» YOUR GOAL
In the entries that follow, find every line containing "Left" and copy it.

Saved entries

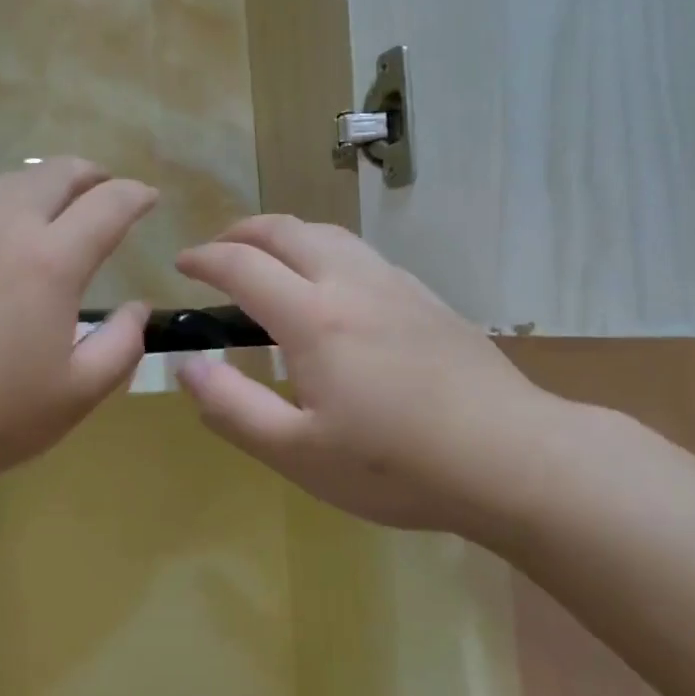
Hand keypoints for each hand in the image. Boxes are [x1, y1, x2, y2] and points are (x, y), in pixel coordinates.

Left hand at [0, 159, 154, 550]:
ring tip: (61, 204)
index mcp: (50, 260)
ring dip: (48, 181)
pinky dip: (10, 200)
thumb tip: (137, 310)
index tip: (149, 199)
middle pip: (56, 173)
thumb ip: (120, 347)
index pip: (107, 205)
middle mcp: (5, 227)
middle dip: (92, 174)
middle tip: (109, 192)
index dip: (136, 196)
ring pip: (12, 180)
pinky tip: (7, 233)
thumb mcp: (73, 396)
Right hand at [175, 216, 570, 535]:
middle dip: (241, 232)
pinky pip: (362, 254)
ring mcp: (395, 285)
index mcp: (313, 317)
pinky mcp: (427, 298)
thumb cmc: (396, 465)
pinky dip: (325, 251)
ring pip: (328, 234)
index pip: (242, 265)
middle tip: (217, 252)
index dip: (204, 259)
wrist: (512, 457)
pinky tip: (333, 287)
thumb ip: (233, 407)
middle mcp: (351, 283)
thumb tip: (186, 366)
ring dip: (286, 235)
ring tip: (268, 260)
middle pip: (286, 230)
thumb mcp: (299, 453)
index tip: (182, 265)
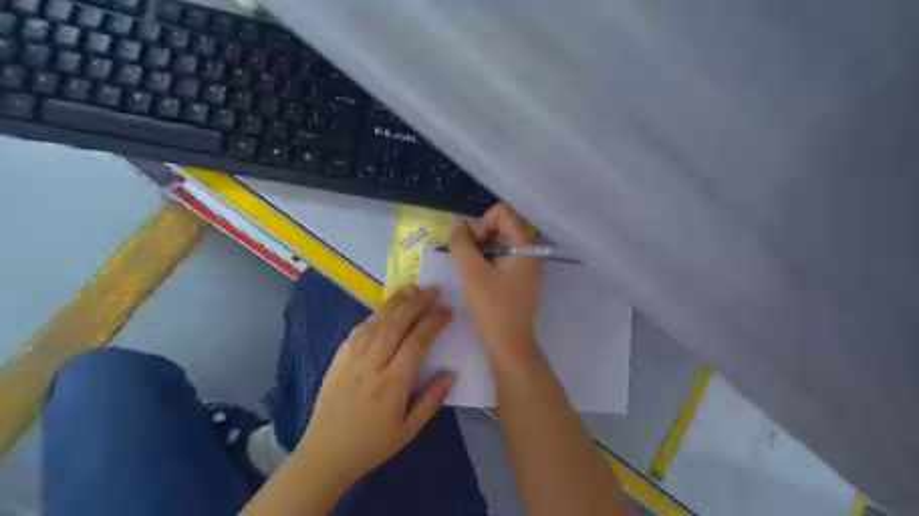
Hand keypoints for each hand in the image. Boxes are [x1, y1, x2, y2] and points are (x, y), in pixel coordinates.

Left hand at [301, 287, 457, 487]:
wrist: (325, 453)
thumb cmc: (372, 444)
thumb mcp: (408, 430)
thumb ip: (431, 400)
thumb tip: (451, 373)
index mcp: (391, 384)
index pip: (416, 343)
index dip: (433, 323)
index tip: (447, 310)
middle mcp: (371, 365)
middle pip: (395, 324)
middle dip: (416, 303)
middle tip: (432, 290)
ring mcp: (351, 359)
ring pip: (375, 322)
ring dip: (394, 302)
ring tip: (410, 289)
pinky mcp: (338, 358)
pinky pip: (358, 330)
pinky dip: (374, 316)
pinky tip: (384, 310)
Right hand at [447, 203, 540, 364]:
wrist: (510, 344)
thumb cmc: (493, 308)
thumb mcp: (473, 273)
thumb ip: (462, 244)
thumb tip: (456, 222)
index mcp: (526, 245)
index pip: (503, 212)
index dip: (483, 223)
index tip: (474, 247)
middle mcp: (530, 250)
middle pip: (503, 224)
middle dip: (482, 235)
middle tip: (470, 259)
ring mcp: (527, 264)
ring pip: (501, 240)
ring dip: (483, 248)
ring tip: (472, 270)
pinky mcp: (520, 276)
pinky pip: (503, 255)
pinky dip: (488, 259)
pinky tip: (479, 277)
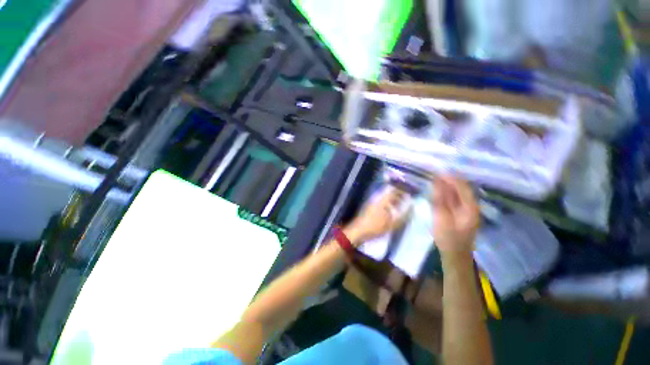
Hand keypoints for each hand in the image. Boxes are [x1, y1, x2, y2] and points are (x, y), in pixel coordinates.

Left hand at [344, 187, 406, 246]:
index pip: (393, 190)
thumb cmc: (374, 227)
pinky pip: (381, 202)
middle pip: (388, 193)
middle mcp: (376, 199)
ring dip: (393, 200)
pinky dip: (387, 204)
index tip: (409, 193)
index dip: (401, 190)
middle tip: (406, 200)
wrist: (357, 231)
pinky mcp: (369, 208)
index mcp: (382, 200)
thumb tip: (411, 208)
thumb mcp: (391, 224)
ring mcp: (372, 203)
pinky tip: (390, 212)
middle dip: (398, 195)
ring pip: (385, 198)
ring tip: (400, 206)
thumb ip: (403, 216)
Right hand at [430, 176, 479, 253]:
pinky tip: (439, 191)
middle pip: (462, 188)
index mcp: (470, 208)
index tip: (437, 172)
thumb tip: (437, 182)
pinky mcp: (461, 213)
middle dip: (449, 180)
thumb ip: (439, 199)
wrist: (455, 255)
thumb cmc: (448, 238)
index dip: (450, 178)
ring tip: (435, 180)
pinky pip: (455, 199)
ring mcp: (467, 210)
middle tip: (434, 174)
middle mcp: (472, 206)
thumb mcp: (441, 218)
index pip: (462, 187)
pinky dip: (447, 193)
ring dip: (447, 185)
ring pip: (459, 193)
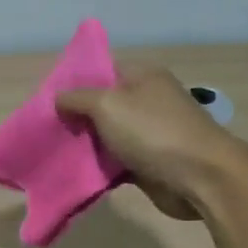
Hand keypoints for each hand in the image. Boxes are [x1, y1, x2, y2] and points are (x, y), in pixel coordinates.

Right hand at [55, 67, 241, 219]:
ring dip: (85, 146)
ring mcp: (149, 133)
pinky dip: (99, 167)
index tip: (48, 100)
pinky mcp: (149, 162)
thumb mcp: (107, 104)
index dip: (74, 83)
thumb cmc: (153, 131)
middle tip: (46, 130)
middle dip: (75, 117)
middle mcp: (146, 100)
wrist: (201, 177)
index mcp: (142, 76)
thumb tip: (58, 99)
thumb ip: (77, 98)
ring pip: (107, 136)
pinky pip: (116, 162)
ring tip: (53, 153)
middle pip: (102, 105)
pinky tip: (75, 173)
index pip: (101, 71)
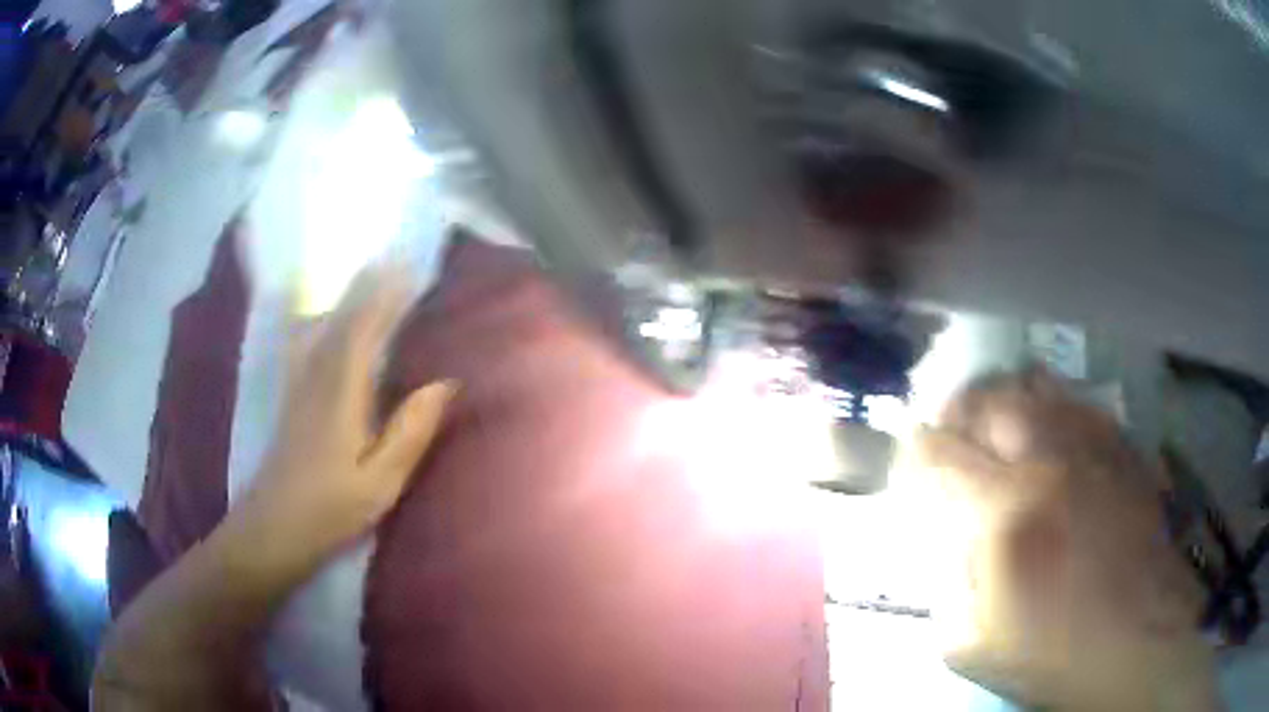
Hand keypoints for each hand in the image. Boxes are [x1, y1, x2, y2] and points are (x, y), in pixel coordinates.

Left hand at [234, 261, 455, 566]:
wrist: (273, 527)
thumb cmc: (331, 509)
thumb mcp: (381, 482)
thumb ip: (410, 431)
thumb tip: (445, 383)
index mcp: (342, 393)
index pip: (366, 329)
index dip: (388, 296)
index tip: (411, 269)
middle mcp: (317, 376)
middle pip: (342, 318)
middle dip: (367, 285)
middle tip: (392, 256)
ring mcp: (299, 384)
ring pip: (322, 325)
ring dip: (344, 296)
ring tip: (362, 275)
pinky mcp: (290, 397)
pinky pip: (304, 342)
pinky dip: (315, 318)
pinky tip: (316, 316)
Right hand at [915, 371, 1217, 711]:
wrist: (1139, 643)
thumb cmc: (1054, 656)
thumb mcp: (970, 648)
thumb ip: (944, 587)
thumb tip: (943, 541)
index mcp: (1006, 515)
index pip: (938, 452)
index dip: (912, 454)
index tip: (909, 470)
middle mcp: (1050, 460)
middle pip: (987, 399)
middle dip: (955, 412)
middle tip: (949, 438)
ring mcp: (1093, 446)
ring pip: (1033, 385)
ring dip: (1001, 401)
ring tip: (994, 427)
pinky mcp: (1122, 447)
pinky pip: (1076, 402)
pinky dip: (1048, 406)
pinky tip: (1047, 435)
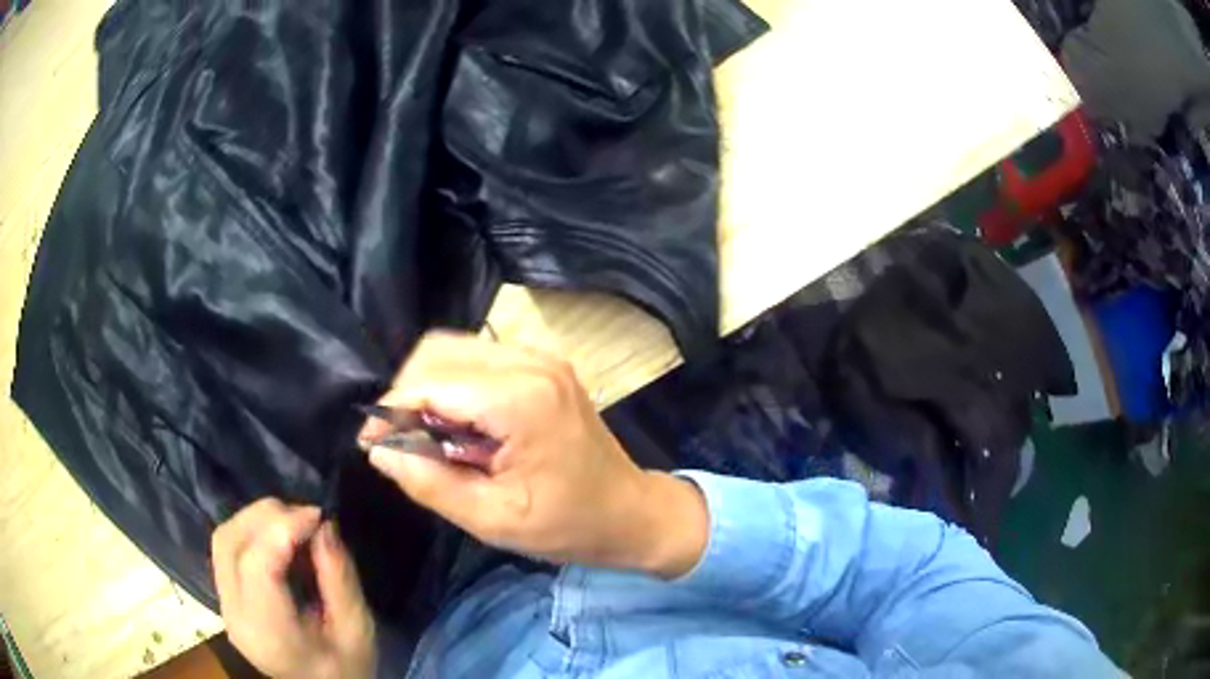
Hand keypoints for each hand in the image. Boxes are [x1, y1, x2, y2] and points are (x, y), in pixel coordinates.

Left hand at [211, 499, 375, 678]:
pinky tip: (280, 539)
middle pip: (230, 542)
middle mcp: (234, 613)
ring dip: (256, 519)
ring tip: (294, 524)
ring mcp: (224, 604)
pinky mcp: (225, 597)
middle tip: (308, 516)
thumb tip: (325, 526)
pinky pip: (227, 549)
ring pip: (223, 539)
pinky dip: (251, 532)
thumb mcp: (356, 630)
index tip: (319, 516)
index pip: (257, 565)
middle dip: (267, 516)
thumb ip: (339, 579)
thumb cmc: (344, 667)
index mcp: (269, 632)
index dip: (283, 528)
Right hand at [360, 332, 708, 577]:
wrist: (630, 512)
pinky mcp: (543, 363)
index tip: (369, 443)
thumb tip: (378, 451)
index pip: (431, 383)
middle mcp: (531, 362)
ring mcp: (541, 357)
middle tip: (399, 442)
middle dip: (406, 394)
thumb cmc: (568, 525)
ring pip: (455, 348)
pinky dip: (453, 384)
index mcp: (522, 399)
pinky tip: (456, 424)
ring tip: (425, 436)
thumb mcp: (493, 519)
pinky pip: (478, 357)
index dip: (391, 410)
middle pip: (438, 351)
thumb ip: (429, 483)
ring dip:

» RESULT OF THIS EXERCISE
Left hand at [0, 159, 154, 550]:
Left hand at [301, 287, 457, 487]:
Left hand at [344, 187, 406, 246]:
Left hand at [234, 261, 455, 566]:
Left hand at [211, 499, 375, 678]:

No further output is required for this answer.